Litigation Release No. 17298 / January 9, 2002

SEC v. Robert L. Bentley, Entrust Group and Bentley Financial Services, Inc., Civ. Action No. 53-66 (Eastern District of Pennsylvania)

On January 9, 2002, the Commission filed an amended complaint adding as a relief defendant, Lynn S. Bentley of Paoli, Pennsylvania. The amended complaint alleges that Lynn S. Bentley has directly or indirectly received proceeds of the fraudulent conduct alleged in the complaint. The amended complaint seeks a court order requiring Lynn Bentley to disgorge those proceeds. Lynn Bentley is the wife of Robert L. Bentley, a defendant in the case.

On November 7, 2001, United States District Court Judge Jay C. Waldman issued a preliminary injunction and order continuing the appointment of a receiver and asset freeze against Robert L. Bentley, Bentley Financial Services, Inc. and Entrust Group. The preliminary injunction prohibits violations of the antifraud and broker-dealer registrations provisions set forth in Section 17(a) of the Securities Act of 1933 and Sections 10(b) and 15(a) of the Securities Exchange Act of 1934 and Rule 10b-5 thereunder. The order continues a freeze of the defendants' assets and the appointment of David H. Marion of the Philadelphia law firm Montgomery, McCracken, Walker & Rhoads LLP as a receiver to take control of their assets. The defendants consented to the entry of the preliminary injunction and order without admitting or denying the Commission's allegations in the action. A trial date in the action has not been set.
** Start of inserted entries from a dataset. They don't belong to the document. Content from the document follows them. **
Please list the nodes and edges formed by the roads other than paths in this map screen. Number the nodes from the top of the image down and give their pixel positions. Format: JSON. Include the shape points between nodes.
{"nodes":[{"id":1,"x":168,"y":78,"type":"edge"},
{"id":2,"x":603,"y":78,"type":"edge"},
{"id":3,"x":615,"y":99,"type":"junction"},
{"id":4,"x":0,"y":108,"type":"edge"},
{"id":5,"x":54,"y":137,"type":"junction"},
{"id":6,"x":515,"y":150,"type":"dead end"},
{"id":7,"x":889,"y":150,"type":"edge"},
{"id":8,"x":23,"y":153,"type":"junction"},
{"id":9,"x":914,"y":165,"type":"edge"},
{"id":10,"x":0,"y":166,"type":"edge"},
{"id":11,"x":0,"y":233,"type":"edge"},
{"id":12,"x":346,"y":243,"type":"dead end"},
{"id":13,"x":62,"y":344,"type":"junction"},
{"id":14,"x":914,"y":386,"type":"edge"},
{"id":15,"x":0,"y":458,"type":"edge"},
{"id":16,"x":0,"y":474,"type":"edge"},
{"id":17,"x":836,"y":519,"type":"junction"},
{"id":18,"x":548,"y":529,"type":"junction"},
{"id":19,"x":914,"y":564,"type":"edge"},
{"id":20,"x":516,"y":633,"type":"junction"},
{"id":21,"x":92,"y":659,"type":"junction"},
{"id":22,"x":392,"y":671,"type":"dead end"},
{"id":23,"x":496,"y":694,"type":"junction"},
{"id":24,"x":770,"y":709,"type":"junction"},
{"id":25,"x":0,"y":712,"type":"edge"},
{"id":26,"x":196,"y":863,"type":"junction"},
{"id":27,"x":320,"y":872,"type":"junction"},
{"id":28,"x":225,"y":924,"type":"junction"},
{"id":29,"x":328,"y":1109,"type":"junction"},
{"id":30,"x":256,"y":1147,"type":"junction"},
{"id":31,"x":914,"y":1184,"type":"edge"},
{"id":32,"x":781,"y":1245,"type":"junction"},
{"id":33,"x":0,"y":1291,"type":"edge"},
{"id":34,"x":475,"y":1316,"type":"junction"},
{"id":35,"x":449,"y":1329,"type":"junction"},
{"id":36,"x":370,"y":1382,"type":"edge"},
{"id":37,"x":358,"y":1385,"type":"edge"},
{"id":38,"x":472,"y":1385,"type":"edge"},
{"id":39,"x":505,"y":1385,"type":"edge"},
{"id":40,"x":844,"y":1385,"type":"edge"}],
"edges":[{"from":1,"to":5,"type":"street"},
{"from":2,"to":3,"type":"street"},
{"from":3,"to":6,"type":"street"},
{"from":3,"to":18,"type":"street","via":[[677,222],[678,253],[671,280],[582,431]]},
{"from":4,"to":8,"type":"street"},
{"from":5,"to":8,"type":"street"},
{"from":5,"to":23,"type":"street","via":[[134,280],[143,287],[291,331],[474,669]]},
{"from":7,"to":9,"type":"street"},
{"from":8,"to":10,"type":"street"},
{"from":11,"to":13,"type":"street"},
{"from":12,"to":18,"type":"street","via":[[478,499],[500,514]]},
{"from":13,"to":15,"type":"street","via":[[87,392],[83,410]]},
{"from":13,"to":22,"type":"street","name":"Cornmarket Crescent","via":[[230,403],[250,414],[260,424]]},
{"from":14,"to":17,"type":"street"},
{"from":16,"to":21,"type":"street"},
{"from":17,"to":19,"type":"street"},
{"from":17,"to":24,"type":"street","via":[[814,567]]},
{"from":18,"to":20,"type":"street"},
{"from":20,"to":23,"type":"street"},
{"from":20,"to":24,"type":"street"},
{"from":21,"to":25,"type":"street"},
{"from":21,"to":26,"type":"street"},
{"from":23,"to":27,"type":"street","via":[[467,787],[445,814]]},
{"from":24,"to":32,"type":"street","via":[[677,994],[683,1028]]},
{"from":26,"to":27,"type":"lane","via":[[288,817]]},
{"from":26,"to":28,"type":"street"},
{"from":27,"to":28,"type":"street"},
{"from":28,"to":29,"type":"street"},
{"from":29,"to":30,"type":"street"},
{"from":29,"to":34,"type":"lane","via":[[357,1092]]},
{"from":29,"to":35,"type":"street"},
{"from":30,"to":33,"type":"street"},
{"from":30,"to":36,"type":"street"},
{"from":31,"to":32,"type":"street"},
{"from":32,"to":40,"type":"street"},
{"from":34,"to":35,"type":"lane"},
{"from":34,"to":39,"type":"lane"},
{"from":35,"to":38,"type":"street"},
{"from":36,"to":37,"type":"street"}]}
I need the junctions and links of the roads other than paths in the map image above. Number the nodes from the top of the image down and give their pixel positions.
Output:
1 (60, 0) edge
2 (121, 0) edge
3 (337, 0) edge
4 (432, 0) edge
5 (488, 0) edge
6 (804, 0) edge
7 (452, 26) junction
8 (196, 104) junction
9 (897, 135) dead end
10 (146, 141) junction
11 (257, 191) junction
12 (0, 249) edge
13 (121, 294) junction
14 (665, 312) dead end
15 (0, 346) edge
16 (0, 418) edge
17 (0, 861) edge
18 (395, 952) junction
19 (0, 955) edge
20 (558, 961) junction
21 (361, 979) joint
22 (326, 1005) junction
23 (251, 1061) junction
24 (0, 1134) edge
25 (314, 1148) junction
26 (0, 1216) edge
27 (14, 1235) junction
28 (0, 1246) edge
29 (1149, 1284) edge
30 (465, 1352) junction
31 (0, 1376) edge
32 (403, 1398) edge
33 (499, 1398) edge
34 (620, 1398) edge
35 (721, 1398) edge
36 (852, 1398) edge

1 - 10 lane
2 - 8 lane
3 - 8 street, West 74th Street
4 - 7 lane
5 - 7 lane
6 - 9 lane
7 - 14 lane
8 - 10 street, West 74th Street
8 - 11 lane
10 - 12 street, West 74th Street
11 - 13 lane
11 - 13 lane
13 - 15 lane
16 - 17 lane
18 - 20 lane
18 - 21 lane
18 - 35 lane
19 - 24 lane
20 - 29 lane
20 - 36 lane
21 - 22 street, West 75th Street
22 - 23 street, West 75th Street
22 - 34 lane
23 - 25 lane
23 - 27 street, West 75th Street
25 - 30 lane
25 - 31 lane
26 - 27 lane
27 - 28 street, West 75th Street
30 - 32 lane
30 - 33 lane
The Commission's complaint alleged that the defendants claimed to be selling bank-issued, federally insured certificates of deposit ("CDs"), but that the defendants were in fact selling uninsured securities. Although the defendants were using at least some investor funds to buy CDs, the terms of the CDs often varied substantially from those of the securities defendants were selling. The Commission also alleged that, in many cases, investors had to rely on the defendants' ability to attract new investors in order for previous investors to receive repayment of their principal. Accordingly, investors were not buying the low-risk, federally-insured CDs that they were promised. Rather, they were buying higher risk securities issued by defendants, whose business was uninsured, unaudited and unregulated. When the Commission filed the action, hundreds of financial institutions and individual investors located nationwide had over $300 million invested with the defendants.

For further information see Litigation Releases: 17228 (November 13, 2001); 17206 (October 25, 2001).


*  SEC Complaint in this matter.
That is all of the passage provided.